Saved entries:
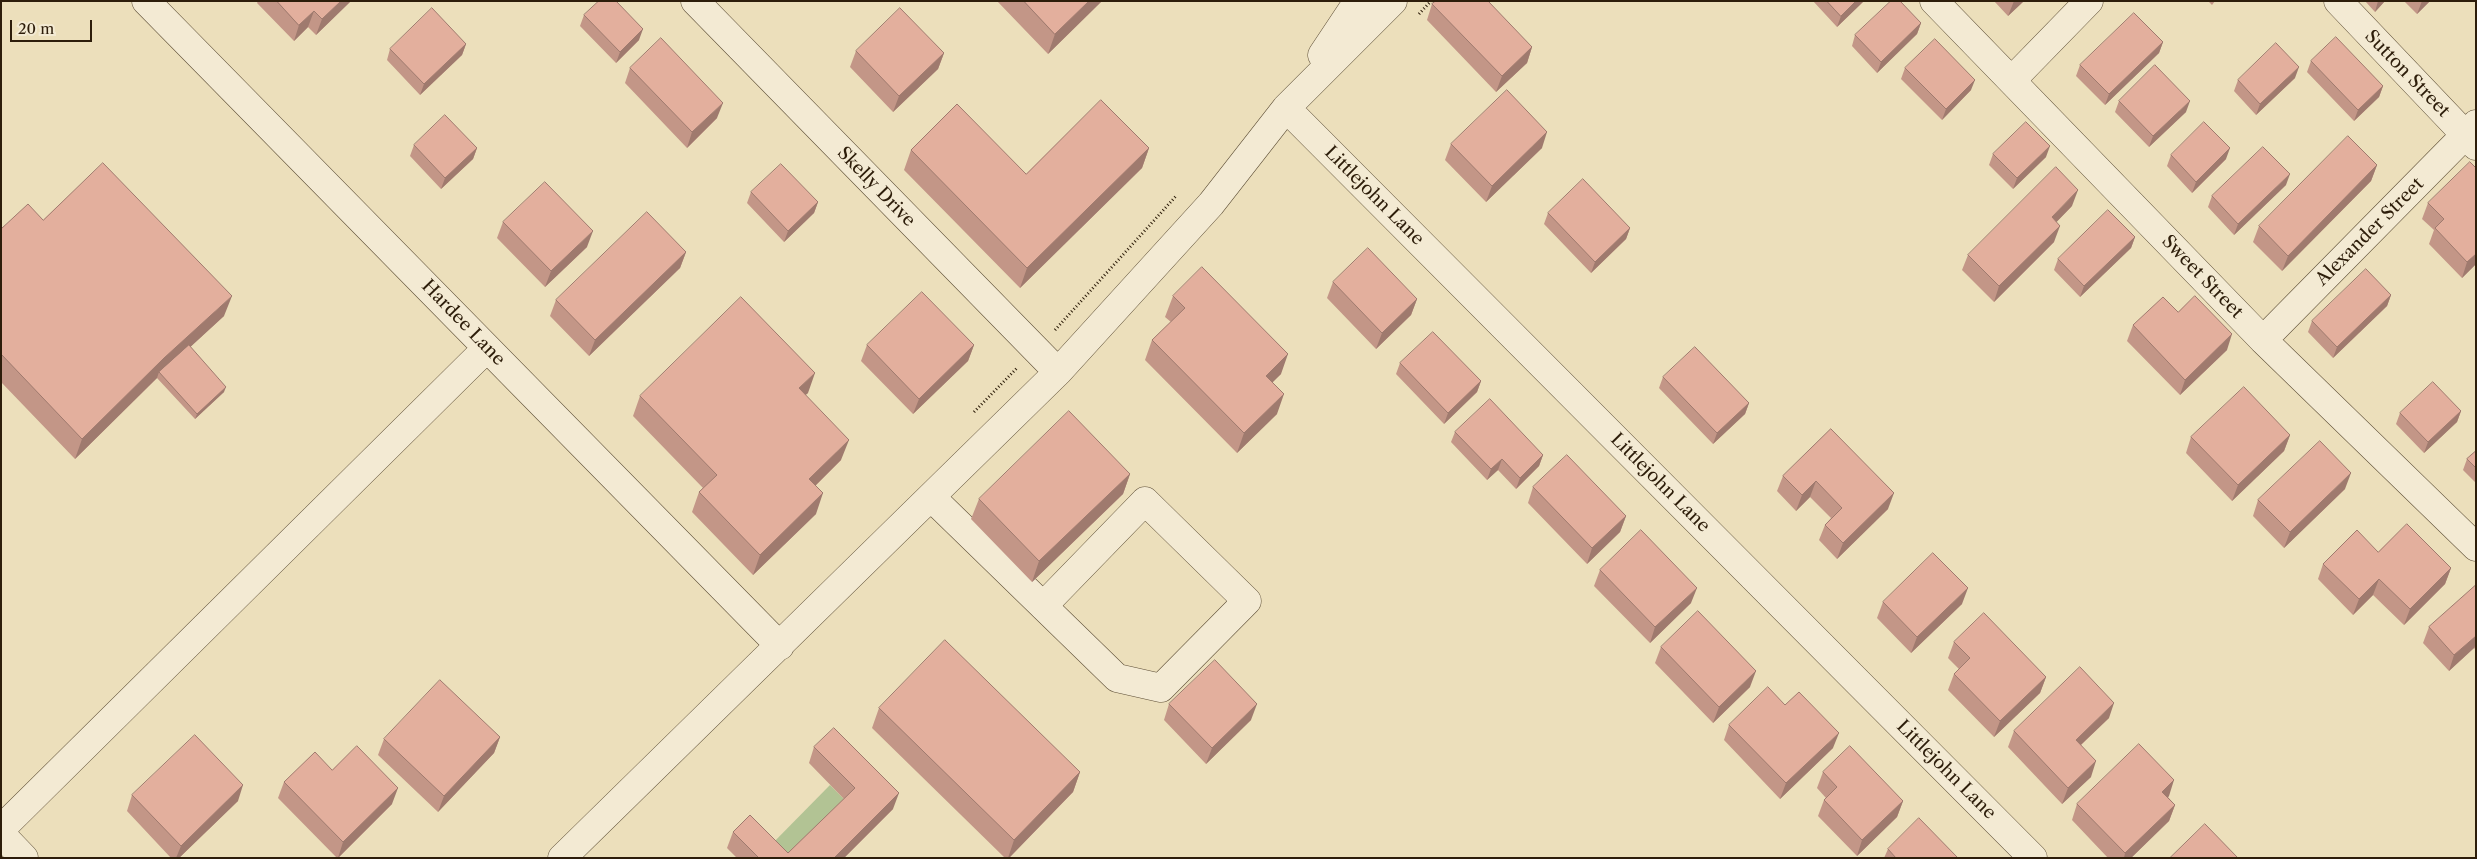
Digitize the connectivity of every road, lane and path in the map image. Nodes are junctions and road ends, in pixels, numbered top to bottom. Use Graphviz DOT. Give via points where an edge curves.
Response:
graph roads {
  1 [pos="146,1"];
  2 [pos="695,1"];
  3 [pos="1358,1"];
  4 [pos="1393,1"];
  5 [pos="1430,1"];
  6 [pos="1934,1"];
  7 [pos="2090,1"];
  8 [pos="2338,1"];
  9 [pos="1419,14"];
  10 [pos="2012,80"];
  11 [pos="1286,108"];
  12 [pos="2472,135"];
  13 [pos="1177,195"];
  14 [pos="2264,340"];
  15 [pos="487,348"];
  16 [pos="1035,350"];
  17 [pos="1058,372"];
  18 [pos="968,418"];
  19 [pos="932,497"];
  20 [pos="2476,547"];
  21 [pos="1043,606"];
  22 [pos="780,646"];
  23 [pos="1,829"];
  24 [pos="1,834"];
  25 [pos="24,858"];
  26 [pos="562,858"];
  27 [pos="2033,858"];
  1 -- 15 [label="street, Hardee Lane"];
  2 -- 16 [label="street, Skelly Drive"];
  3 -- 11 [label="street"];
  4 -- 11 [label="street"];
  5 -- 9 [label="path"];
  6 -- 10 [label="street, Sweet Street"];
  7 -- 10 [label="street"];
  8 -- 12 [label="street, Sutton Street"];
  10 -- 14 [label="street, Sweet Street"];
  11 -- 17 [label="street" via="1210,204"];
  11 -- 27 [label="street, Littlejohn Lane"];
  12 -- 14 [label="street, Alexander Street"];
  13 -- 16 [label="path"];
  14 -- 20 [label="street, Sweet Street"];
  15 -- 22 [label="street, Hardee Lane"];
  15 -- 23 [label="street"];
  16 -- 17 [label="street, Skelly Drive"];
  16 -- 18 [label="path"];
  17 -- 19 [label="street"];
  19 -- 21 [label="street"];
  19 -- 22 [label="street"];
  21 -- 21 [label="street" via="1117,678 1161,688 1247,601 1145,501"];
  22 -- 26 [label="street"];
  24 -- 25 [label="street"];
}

Exercise description:
Could you repeat all of the data exactly, minus the pictures?

Reply:
Digitize the connectivity of every road, lane and path in the map image. Nodes are junctions and road ends, in pixels, numbered top to bottom. Use Graphviz DOT. Give via points where an edge curves.
Response:
graph roads {
  1 [pos="146,1"];
  2 [pos="695,1"];
  3 [pos="1358,1"];
  4 [pos="1393,1"];
  5 [pos="1430,1"];
  6 [pos="1934,1"];
  7 [pos="2090,1"];
  8 [pos="2338,1"];
  9 [pos="1419,14"];
  10 [pos="2012,80"];
  11 [pos="1286,108"];
  12 [pos="2472,135"];
  13 [pos="1177,195"];
  14 [pos="2264,340"];
  15 [pos="487,348"];
  16 [pos="1035,350"];
  17 [pos="1058,372"];
  18 [pos="968,418"];
  19 [pos="932,497"];
  20 [pos="2476,547"];
  21 [pos="1043,606"];
  22 [pos="780,646"];
  23 [pos="1,829"];
  24 [pos="1,834"];
  25 [pos="24,858"];
  26 [pos="562,858"];
  27 [pos="2033,858"];
  1 -- 15 [label="street, Hardee Lane"];
  2 -- 16 [label="street, Skelly Drive"];
  3 -- 11 [label="street"];
  4 -- 11 [label="street"];
  5 -- 9 [label="path"];
  6 -- 10 [label="street, Sweet Street"];
  7 -- 10 [label="street"];
  8 -- 12 [label="street, Sutton Street"];
  10 -- 14 [label="street, Sweet Street"];
  11 -- 17 [label="street" via="1210,204"];
  11 -- 27 [label="street, Littlejohn Lane"];
  12 -- 14 [label="street, Alexander Street"];
  13 -- 16 [label="path"];
  14 -- 20 [label="street, Sweet Street"];
  15 -- 22 [label="street, Hardee Lane"];
  15 -- 23 [label="street"];
  16 -- 17 [label="street, Skelly Drive"];
  16 -- 18 [label="path"];
  17 -- 19 [label="street"];
  19 -- 21 [label="street"];
  19 -- 22 [label="street"];
  21 -- 21 [label="street" via="1117,678 1161,688 1247,601 1145,501"];
  22 -- 26 [label="street"];
  24 -- 25 [label="street"];
}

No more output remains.